Nuovo Prg, ok dell’aula
al progetto preliminare di variante:
niente più fabbriche nelle frazioni
«Cambia il Piano Regolatore: niente più fabbriche nelle frazioni. Una “piccola” vittoria del Comitato e della società civile. L’assessore solo. Il sindaco c’era?» A domandarselo in un comunicato è il consigliere comunale d’opposizione Lorenzo Armezzani (Fabriano Progressista). Dopo un lunghissimo iter procedimentale, il Consiglio comunale ieri pomeriggio ha compiuto un altro passo importante verso l’adozione della variante del Piano Regolatore di Fabriano, approvando il Progetto Preliminare di Variante. Da oggi scattano i termini di 60 giorni per permettere ai cittadini di produrre osservazioni, sollevare eccezioni eccetera. «Purtroppo la data non è felice perché in questo modo il termine scadrà proprio a ridosso di Ferragosto: abbiamo chiesto all’Amministrazione il massimo impegno per dare visibilità alla variante e fare in modo che l’informazione arrivi a tutti: anche questa nostra nota serve a questo scopo e l’assessore ha affermato che si occuperà di coinvolgere fin da subito gli ordini professionali, poi i rappresentanti delle attività produttive e così via.- fa osservare Armezzani – Assessore che bisogna dirlo, è stato lasciato molto solo in questo progetto così importante: rivediamo come sono andate le cose. Il primo momento ufficiale quando si parla di variante del Piano Regolatore è il 28 giugno 2024 durante il Consiglio comunale aperto sulla transizione energetica, voluto da una serie di associazioni ambientaliste fra le quali il neo costituito comitato “Ecologico sì ecomostro no”. In quella sede, la maggioranza era corsa ai ripari annunciando l’approvazione di un argomento di Giunta giusto qualche giorno prima».

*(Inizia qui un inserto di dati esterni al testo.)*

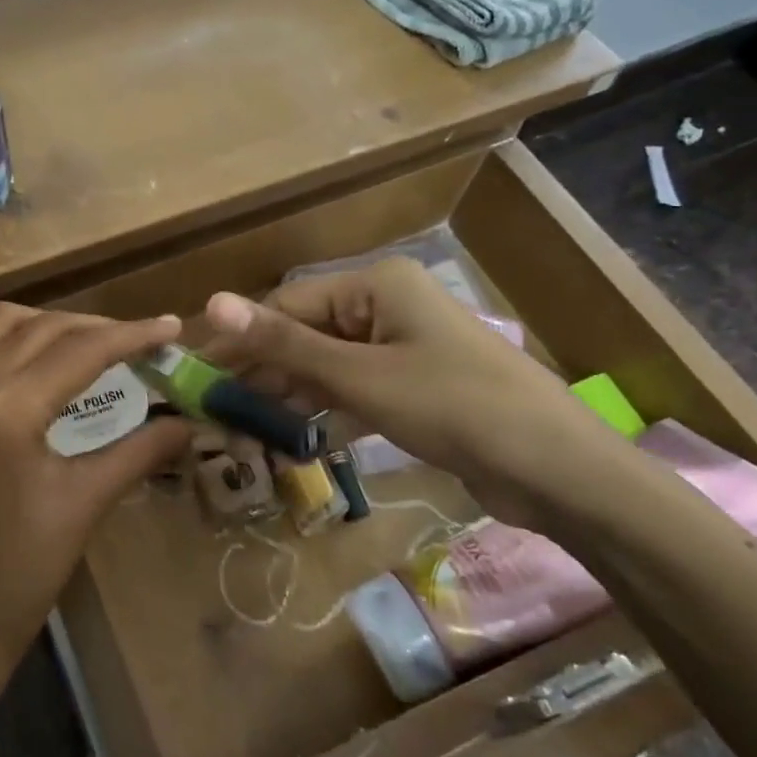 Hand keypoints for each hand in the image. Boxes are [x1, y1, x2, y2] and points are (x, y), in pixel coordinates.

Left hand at [0, 305, 193, 691]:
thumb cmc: (24, 569)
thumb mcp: (87, 503)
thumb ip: (141, 450)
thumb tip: (189, 420)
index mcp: (5, 409)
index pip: (81, 350)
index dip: (132, 335)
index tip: (172, 328)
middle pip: (42, 328)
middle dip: (96, 328)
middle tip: (140, 343)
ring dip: (44, 324)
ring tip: (85, 345)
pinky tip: (21, 361)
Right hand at [199, 260, 634, 529]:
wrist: (557, 470)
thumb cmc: (453, 406)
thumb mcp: (359, 376)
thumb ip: (283, 344)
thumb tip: (212, 301)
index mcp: (375, 285)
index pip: (288, 303)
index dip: (241, 338)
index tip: (198, 373)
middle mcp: (387, 306)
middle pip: (307, 334)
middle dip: (264, 372)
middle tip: (216, 410)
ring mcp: (403, 348)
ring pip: (328, 365)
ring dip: (290, 396)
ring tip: (244, 430)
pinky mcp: (415, 387)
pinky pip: (355, 391)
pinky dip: (326, 413)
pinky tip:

Il consigliere Armezzani ricorda quindi che da qui «inizia quindi il procedimento: il primo passo arriva in Consiglio il 27 maggio dell’anno dopo ma la maggioranza non è ancora pronta e, davanti a uno stupito e contrariato Vergnetta, la maggioranza decide di spostare la votazione ad altra seduta. Siamo nel maggio 2025: il procedimento va a rilento, senz’altro perché è complesso ma anche perché la maggioranza è abbastanza disinteressata. Noi facciamo un’interpellanza e un paio di comunicazioni per chiedere all’assessore a che punto stiamo. Sembra che interessi solo a noi. Quindi dopo due anni, arriviamo al voto di ieri, il 16 giugno 2026. Vergnetta ieri ha detto che è un atto importante del programma elettorale: purtroppo è rimasto solo a pensarlo. Due consiglieri di maggioranza, Anibaldi e Sagramola si astengono. Paladini avrebbe potuto portare a casa almeno questo atto e invece si è dimesso prima. Il sindaco in due anni non ha detto mai una parola, c’è da chiedersi se Daniela Ghergo si sia accorta di quello che abbiamo approvato ieri in Consiglio. In realtà è difficile dire anche se fosse in aula durante la discussione».
Il consigliere di minoranza fa notare che «gli unici che hanno detto parole di sostegno, seppur critiche, siamo stati noi di Fabriano Progressista. Non potevamo aspettarci di più: avremmo voluto un piano a forte riduzione del consumo di suolo perché di fatto così abbiamo solo spostato i luoghi della speculazione, abbiamo in qualche modo ridotto il danno. Ma la strada è solo agli inizi e una nuova amministrazione di sinistra dovrà invece occuparsi di ridurre gli spazi alla cementificazione e progettare uno sviluppo sostenibile per tutti, sostenibile per l’ambiente e per una nuova economia fatta di innovazione e di lavoro di qualità».